It is important to note that the contract does not include management of the school, which is prohibited by NMSA 1978 22-8B-4R. The NMCA Governing Board will maintain responsibility for ensuring that the charter school program meets all educational, fiscal and programmatic goals outlined in the charter.

But who’s on the NMCA governing board?  According to the NMCA website, the board consists of former Sen. Boitano who’s by trade a realtor; Carlo Lucero, the owner of a maintenance company and member of various business boards; the previously mentioned Paul Gessing; Yvonne Duhigg, a property manager; Patrick Chavez, a civil engineer; and Jeanine Robinson, a former special education assistant who owns a bookkeeping business and is on the Executive Committee of the Republican Party of Santa Fe County.  Robinson also submitted a letter of intent for another K-12 virtual charter school in early 2013.  No one on the council holds any significant experience that would lead to the necessary “educational, fiscal and programmatic” oversight of the school.

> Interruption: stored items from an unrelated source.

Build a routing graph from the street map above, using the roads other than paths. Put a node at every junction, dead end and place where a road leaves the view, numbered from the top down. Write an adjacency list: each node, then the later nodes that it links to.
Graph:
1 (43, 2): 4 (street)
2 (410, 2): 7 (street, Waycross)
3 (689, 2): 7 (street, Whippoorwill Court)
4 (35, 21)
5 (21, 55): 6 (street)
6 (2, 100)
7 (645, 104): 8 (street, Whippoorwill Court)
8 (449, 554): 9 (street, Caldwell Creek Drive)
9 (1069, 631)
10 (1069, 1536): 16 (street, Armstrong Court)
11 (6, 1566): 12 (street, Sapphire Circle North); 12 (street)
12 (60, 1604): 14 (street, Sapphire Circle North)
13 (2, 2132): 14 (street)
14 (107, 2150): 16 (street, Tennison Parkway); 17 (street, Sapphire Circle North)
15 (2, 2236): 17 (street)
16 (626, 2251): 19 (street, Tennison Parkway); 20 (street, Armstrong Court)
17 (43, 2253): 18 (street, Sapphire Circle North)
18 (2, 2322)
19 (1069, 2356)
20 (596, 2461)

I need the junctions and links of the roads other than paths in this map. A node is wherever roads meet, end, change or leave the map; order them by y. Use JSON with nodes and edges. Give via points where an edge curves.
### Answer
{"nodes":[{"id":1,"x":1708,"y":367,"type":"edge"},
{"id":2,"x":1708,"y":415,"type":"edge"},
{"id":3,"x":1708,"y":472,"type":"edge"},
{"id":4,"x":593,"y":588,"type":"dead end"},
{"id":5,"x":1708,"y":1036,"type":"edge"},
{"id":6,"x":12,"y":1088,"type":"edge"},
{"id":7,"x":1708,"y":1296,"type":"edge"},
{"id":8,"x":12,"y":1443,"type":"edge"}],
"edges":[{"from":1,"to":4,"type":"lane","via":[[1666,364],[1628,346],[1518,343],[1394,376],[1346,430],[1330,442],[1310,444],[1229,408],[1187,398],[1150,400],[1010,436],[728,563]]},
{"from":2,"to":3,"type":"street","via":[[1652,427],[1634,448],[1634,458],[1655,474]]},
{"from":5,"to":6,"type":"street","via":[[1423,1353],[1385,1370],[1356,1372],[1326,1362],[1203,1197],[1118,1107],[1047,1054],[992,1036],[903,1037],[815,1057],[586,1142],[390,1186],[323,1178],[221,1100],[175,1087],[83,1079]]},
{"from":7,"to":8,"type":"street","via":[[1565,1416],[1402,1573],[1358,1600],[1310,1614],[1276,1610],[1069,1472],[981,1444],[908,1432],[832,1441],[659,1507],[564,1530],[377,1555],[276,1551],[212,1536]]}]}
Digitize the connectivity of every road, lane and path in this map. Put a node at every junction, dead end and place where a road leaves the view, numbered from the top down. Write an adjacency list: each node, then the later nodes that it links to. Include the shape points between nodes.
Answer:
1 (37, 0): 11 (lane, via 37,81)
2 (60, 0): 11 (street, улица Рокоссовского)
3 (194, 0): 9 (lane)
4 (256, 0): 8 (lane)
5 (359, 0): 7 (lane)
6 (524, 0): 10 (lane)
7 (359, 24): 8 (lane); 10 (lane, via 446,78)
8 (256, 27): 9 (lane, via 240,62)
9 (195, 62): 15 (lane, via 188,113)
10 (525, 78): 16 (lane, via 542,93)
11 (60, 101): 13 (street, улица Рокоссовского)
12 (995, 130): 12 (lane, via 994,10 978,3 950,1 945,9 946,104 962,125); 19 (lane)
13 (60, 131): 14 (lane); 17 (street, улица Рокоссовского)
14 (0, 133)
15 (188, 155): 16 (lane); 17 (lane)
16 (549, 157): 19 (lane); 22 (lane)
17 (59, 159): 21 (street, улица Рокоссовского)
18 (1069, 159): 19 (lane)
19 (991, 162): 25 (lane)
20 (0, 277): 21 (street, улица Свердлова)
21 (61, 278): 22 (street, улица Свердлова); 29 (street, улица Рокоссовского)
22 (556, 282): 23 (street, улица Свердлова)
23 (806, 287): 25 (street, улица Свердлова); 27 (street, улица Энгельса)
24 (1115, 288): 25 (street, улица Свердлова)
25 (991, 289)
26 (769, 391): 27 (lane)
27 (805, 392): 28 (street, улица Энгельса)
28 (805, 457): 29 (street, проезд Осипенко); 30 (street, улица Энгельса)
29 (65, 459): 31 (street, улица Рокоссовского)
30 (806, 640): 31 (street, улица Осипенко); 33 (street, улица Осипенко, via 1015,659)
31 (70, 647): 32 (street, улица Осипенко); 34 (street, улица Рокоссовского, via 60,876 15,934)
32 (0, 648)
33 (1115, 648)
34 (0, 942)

Carolyn Shearman, the current Public Education Commission Chair, expressed concerns for the virtual charter school that included monitoring class attendance and teacher-to-student ratio.  When speaking at the appeal hearing for NMCA she recalled attending a charter school conference and learning that “some virtual schools have student-teacher ratios as high as 450 students to 1 teacher.”  She also asked, “How do you do site visits that are required by New Mexico statute… how do you site visit a virtual school?  It’s literally impossible.” 

An analysis by USA TODAY uncovered a significant percentage of public money that goes to virtual charter schools is being used on advertising to attract students, “even as brick-and-mortar public schools in the districts they serve face budget crunches.”  The piece notes that nearly $100 million in taxpayer dollars has been spent by the 10 largest for-profit providers since 2007. 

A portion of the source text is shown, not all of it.